Dans sa belle autobiographie, sobrement intitulée « Alli », celle qui fut sacrée meilleure joueuse du monde en 2010 se livre sans détours, bien aidée par la plume de la journaliste Mejdaline Mhiri et l’équipe du média Les Sportives, dont c’est là le premier coup éditorial.

Comme si souvent, tout commence à l’enfance et beaucoup de choses y reviennent. Dans celle d’Allison, on trouve beaucoup de joie. Aubervilliers à cette époque, ce sont les copains, les défis sportifs, la figure protectrice de sa mère Marie-Ange. « A Aubervilliers, nous habitons dans un bâtiment juste à côté d’immenses tours, à la lisière d’une grande cité. Moi je n’ai qu’une obsession : m’éclater dehors pour faire du sport avec mes potes. » Foot, athlétisme, escalade, pas une discipline où cette grande liane n’excelle. Où l’on apprend par exemple qu’elle fut championne de France UNSS de tennis de table à 11 ans, alors scolarisée au collège Denis-Diderot d’Aubervilliers, un moment d’ailleurs assez fondateur dans sa vie de compétitrice.

Mais un voile plus sombre passe aussi sur le récit, avec ce père violent perdu de vue alors qu’elle avait 6 ans.

Un titre de meilleure joueuse du monde, cadeau empoisonné

Son destin dans le handball ne coule pas de source au départ. Car, aimantée par la figure de Marie-José Pérec, Guadeloupéenne comme elle, c’est plutôt pour l’athlétisme qu’Alli en pince. Sa rencontre avec Daniel Deherme en décidera autrement. Ce prof de sport de collège, qui est en même temps entraîneur au CM Aubervilliers, aura notamment convaincu Allison de passer au hand « parce qu’elle avait de grandes mains ». Très vite, il n’y a cependant pas que les grandes mains d’Allison qui font la différence : sa mobilité, sa vision de jeu et son endurance lui font gravir les marches quatre à quatre.

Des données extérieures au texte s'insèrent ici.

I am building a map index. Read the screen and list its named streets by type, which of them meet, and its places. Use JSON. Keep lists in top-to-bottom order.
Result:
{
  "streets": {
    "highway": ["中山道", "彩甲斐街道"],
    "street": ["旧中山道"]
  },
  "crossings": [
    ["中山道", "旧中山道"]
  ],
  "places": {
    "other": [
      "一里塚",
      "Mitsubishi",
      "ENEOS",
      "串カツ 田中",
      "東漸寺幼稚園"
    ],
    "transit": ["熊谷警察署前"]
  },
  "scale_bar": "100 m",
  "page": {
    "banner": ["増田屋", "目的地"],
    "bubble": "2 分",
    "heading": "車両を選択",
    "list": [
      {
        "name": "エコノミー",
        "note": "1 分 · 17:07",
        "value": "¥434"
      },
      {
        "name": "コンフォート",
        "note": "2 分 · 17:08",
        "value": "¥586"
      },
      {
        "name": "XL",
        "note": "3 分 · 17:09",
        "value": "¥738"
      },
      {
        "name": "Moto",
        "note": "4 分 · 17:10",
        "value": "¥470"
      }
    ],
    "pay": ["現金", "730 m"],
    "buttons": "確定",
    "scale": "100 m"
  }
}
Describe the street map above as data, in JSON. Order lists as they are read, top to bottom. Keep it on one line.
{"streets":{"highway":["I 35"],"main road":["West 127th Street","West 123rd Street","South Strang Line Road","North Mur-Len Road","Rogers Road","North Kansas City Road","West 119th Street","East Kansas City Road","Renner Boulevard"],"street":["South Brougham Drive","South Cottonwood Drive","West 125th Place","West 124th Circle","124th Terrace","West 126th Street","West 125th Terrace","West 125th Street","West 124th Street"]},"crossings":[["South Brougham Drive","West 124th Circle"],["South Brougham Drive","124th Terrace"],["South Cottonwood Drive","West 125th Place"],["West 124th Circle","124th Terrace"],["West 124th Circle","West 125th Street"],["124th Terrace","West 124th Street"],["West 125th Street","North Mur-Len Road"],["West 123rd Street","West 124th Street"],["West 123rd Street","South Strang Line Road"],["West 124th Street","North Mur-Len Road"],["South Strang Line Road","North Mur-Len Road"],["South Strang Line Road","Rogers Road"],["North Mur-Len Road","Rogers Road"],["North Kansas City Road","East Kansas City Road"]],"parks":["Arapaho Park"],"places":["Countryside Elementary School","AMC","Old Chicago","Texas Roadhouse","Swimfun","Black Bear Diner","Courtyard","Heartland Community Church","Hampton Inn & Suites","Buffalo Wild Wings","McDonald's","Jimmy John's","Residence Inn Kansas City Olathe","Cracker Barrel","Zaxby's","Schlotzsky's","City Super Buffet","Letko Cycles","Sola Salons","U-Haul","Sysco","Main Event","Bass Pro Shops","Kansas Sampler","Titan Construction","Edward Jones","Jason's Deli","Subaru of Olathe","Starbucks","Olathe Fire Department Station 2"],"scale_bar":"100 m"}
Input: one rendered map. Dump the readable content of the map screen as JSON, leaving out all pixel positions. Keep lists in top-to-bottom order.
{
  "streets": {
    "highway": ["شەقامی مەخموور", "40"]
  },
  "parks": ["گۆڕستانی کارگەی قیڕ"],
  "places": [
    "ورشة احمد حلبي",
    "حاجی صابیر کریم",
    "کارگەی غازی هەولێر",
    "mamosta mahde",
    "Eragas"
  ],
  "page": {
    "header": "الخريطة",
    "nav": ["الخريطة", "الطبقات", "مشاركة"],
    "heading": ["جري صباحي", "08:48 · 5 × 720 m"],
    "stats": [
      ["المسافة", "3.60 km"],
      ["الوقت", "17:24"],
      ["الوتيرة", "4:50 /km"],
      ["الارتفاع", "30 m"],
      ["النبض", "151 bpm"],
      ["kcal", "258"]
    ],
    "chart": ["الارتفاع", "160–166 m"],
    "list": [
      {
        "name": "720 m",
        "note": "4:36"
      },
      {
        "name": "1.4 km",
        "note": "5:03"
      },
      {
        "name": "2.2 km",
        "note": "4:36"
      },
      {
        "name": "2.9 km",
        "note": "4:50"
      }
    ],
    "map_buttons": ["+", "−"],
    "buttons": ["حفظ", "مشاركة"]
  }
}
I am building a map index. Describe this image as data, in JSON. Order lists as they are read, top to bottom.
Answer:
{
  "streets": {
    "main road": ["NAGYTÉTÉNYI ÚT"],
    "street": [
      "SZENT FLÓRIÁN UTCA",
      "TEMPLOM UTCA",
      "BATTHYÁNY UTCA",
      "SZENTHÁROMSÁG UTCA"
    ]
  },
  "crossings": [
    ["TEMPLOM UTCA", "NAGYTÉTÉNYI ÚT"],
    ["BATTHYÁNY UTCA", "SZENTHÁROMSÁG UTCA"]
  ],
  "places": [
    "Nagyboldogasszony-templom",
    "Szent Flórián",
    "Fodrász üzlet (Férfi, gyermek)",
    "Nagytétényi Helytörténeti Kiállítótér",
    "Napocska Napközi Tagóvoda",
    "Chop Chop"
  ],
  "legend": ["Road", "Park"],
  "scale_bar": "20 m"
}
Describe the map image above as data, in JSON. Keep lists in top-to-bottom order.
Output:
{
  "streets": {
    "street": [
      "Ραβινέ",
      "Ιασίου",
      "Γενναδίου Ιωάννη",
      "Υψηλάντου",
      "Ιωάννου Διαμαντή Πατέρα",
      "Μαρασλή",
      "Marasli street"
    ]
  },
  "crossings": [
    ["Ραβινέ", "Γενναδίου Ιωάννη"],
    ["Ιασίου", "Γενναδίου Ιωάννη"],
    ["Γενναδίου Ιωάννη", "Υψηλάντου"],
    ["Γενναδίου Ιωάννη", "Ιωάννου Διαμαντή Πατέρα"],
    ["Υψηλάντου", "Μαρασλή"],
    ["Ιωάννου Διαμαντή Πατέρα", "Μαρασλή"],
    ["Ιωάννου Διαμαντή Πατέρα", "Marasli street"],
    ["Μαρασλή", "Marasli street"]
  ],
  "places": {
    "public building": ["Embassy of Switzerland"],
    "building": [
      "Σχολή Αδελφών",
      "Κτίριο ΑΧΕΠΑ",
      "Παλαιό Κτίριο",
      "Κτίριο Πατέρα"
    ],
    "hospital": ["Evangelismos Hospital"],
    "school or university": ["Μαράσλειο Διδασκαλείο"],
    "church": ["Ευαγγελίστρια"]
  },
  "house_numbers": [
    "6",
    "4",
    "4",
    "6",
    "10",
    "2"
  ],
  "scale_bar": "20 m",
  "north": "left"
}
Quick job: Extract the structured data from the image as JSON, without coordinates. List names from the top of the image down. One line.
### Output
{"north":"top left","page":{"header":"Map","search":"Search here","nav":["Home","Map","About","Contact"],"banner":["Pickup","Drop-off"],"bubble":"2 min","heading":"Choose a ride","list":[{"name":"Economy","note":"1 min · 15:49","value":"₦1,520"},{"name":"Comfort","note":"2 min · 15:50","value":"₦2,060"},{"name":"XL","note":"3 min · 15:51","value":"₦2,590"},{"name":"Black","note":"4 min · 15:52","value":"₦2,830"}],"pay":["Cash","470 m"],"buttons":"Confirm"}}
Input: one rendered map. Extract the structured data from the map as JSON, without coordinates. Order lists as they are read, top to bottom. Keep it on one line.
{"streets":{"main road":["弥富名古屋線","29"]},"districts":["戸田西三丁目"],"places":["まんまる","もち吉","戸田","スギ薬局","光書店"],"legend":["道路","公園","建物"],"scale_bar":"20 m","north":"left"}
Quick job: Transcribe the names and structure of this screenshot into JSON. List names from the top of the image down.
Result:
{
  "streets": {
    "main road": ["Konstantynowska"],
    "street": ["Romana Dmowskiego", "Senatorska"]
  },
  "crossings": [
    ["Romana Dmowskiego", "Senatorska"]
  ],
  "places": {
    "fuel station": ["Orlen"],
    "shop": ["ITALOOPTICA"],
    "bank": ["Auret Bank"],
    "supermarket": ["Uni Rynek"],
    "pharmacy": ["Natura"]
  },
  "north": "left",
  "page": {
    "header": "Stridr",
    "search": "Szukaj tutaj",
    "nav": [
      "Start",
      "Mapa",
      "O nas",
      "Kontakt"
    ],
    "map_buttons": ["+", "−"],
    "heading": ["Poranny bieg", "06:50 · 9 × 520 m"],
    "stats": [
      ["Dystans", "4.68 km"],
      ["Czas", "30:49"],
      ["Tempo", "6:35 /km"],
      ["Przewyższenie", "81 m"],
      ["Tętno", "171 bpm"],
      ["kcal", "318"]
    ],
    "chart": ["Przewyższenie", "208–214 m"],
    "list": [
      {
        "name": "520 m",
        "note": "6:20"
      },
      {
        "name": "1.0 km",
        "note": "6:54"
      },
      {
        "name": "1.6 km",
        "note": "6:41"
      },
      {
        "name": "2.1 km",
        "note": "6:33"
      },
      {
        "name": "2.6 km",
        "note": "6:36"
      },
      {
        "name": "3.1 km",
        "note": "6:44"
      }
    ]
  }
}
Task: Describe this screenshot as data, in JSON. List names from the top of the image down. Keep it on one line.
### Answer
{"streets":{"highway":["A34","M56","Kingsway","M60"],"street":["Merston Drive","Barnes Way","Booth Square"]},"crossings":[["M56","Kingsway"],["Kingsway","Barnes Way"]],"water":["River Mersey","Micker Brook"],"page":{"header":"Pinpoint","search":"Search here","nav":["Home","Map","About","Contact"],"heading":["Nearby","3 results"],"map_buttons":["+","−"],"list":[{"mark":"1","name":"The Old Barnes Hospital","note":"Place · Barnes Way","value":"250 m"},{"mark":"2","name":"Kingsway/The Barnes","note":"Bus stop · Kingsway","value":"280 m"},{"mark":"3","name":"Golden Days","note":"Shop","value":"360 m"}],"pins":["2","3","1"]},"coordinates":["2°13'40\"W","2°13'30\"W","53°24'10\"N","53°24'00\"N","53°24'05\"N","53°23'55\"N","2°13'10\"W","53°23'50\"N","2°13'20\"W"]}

Aubervilliers, puis Villemomble, puis le premier contrat pro à Issy-Paris et jusqu’au meilleur club français, le Metz handball… Allison va vite, très vite. Avant que n’arrivent à la fois une bénédiction et un coup de massue : à seulement 21 ans, Allison Pineau est sacrée meilleure joueuse du monde. Un titre honorifique qui, contre toute attente, se mue en complexe de l’imposteure. Parce que ce titre n’était décerné que par les internautes, Alli en arrive à éprouver de l’illégitimité. « Cette souffrance liée à ce titre, je l’ai longtemps portée comme une blessure intérieure, un fardeau, presque un accident de parcours », écrit l’intéressée. Au point de lui attribuer partiellement la litanie de clubs étrangers qu’elle aura écumés par la suite.

Valcea (Roumanie), Vardar Skopje (Macédoine), Krim Ljubljana (Slovénie), Baia Mare (Roumanie), Podgorica (Monténégro), le tout entrecoupé des clubs français de Nîmes et Brest : dans sa carrière, Alli aura enchaîné les clubs, pour le meilleur et pour le pire… Car à l’étranger, la joueuse guadeloupéenne découvre le racisme et l’isolement. Même si cette globe trotteuse, curieuse d’autres cultures, dit finalement avoir trouvé chaussure à son pied en Slovénie, dans ce club de Krim où elle évolue pour la deuxième fois de sa carrière et où elle se verrait bien réfléchir au développement du handball féminin.

Mais Allison, c’est d’abord et avant tout un maillot : celui de l’équipe de France. Une carrière internationale XXL pour laquelle elle aura fait tant de sacrifices. On souffre littéralement avec elle quand, victime d’une rupture des ligaments d’un genou en 2011, puis d’un arrachement ligamentaire de la cheville en 2017, elle cravache à chaque fois pour revenir dans les temps pour les Jeux de Londres 2012 et le championnat du monde 2017. Et on jubile avec elle dans ce dernier cas où, autrice d’une finale de rêve, elle est au sommet de son art.

Tentée par une carrière de dirigeante

Et maintenant ? A 34 ans, on sent la joueuse à la croisée des chemins. Jugée pas assez productive en attaque, elle a été écartée du dernier Euro puis du dernier Mondial par le sélectionneur Olivier Krumbholz. Mais se porte tout de même candidate à des Jeux à la maison que comme toute sportive, elle ne manquerait pour rien au monde.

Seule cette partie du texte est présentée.